Les tribunaux de la corruption sont un autre exemple du mépris de la justice de ma part du pouvoir judiciaire
Outre le déni des tribunaux de la corruption à l’égard des droits à un procès équitable et à une procédure régulière, et face à la présomption de culpabilité, ces tribunaux ont été créés dans un contexte de violations croissantes du droit par le système judiciaire iranien. Le refus du pouvoir judiciaire de défendre les citoyens contre des violations de droits par l’État ; l'approbation générale face aux dénis routiniers de respecter une procédure régulière et d'un procès équitable ; l'intensification des restrictions imposées aux avocats qui imposent désormais aux accusés dans une affaire de « sécurité nationale » de ne choisir que parmi une liste d'avocats agréés par l'État ; et le nombre croissant d'avocats que le pouvoir judiciaire a mis derrière les barreaux pour avoir tenté de défendre leurs clients, tous parlent à un pouvoir judiciaire qui a rejeté toute obligation de respecter la règle de droit.
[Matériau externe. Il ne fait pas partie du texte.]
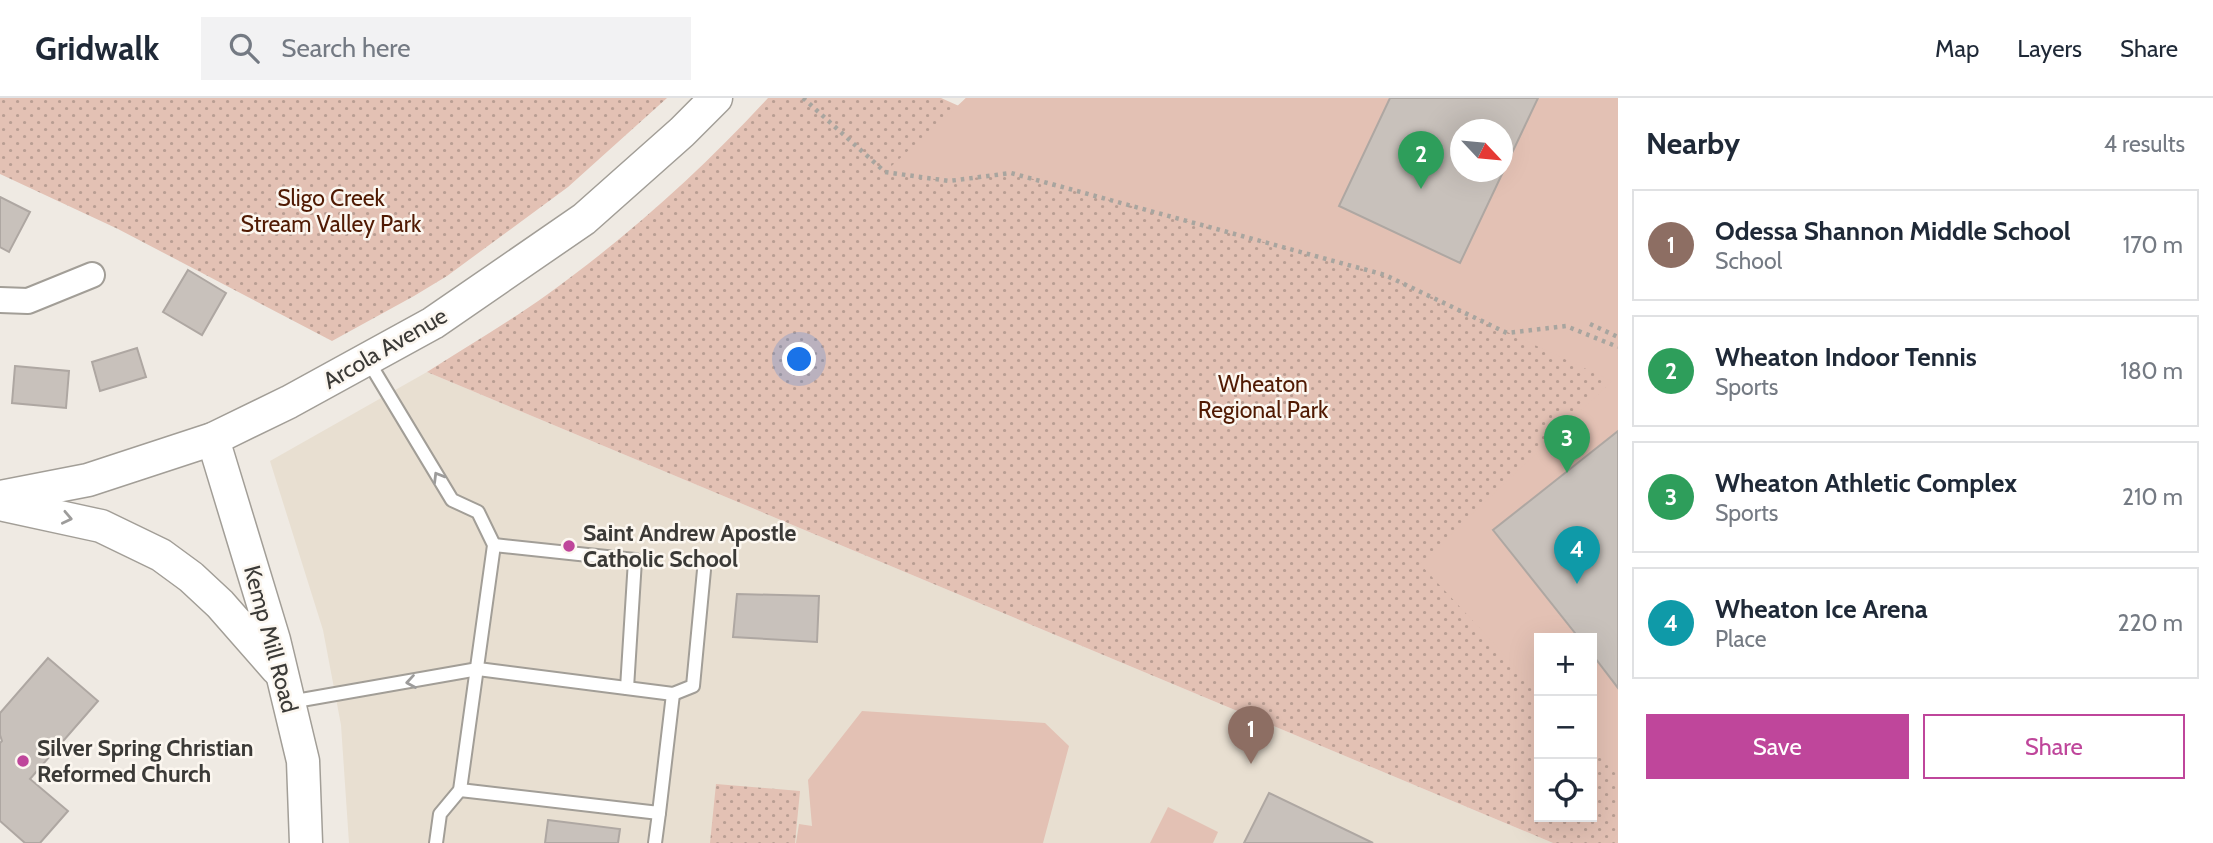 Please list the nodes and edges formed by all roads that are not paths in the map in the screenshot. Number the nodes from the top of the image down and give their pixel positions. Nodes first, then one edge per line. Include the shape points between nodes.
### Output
1 (716, 98) edge
2 (92, 275) dead end
3 (0, 300) edge
4 (367, 359) junction
5 (213, 439) junction
6 (0, 497) edge
7 (0, 504) edge
8 (495, 545) junction
9 (704, 570) dead end
10 (478, 669) junction
11 (285, 688) junction
12 (627, 688) junction
13 (673, 694) junction
14 (460, 790) junction
15 (659, 813) junction
16 (306, 843) edge
17 (436, 843) edge
18 (655, 843) edge

1 - 4 street, Arcola Avenue via 583,219 433,323
2 - 3 street via 28,301
4 - 5 street, Arcola Avenue
8 -> 4 lane via 478,512 452,500
5 - 6 street, Arcola Avenue via 88,480
5 - 11 street, Kemp Mill Road
7 -> 11 street via 101,526 161,555 220,604
8 - 10 lane
8 - 12 lane via 635,560
9 - 13 lane via 693,686
10 -> 11 lane
10 - 12 lane
10 - 14 lane
11 - 16 street, Kemp Mill Road via 303,761
12 - 13 lane
13 - 15 lane
14 - 15 lane
14 - 17 lane via 440,814
15 - 18 lane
L’Organisation des Nations Unies et l’Union européenne ont demandé à plusieurs reprises à l’Iran de remédier aux violations graves de procédure régulière et de droit à un procès équitable.
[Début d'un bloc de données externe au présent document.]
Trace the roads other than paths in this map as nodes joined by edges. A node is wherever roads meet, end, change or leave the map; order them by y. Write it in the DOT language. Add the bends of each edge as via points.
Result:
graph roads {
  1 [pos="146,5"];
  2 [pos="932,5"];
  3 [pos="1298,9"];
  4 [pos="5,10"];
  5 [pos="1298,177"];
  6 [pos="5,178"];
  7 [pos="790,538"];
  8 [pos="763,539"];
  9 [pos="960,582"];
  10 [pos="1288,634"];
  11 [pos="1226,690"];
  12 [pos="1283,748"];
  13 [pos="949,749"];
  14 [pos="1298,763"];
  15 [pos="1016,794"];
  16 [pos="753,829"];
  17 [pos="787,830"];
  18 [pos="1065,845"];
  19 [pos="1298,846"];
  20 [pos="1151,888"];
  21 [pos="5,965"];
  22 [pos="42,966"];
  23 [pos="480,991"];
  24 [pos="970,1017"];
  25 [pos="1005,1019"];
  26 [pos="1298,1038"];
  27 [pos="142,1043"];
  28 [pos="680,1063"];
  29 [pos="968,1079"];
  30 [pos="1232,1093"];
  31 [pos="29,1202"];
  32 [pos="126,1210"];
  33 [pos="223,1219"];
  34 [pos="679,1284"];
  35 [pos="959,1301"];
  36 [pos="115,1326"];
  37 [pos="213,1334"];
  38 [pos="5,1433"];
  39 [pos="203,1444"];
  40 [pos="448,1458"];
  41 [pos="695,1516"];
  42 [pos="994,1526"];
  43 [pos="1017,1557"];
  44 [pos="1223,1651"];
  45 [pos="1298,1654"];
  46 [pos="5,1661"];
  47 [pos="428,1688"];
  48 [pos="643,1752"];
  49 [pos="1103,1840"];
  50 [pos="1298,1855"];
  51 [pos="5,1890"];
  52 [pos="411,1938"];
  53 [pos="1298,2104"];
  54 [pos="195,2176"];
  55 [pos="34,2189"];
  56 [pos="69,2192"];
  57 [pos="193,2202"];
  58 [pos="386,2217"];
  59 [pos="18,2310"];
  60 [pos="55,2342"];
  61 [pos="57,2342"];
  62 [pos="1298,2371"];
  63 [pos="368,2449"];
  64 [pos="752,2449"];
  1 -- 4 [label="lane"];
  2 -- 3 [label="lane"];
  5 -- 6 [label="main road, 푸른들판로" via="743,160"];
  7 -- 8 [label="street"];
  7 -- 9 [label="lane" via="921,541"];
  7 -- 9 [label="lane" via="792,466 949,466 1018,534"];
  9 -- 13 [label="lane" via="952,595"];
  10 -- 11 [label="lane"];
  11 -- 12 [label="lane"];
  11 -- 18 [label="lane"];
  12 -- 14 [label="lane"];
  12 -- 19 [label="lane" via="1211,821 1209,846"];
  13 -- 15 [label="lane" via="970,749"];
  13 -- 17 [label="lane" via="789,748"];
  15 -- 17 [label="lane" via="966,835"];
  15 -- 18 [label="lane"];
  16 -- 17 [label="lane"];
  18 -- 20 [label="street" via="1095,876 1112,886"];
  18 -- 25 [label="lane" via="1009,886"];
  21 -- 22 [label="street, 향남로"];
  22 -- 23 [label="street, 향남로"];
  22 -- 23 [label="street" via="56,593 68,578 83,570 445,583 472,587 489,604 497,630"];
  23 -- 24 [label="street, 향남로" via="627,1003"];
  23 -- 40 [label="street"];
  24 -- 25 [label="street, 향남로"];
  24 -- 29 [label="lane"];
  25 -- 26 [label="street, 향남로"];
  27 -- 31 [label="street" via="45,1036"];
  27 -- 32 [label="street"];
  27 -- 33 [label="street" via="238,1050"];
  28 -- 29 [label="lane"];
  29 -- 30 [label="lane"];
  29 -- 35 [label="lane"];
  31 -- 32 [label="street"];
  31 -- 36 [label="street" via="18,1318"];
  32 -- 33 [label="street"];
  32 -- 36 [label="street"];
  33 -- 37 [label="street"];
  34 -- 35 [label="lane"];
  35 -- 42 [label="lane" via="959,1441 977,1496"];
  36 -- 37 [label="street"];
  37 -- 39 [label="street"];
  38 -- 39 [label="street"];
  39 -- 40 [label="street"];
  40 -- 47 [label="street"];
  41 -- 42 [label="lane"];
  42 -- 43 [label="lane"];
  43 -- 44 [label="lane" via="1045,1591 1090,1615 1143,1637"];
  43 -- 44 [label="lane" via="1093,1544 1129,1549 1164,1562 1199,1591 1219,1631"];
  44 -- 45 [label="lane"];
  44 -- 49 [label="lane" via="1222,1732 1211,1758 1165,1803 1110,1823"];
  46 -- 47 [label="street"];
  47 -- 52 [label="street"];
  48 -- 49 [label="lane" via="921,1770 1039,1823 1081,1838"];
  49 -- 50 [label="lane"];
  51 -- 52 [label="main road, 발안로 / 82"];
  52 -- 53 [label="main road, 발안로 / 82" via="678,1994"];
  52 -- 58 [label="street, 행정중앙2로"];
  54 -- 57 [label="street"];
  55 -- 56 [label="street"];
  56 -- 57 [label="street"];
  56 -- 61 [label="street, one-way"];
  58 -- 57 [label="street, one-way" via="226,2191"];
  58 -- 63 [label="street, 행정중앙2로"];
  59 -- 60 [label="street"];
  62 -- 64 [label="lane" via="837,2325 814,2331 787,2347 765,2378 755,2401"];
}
« Ces tribunaux de corruption représentent une autre arène d'abus judiciaire en Iran », a déclaré Ghaemi. « L’appareil judiciaire est censé défendre la loi et assurer la protection des citoyens en vertu de cette loi. Au lieu de cela, la justice iranienne montre comment piétiner les droits des citoyens et défendre le système qui le permet ».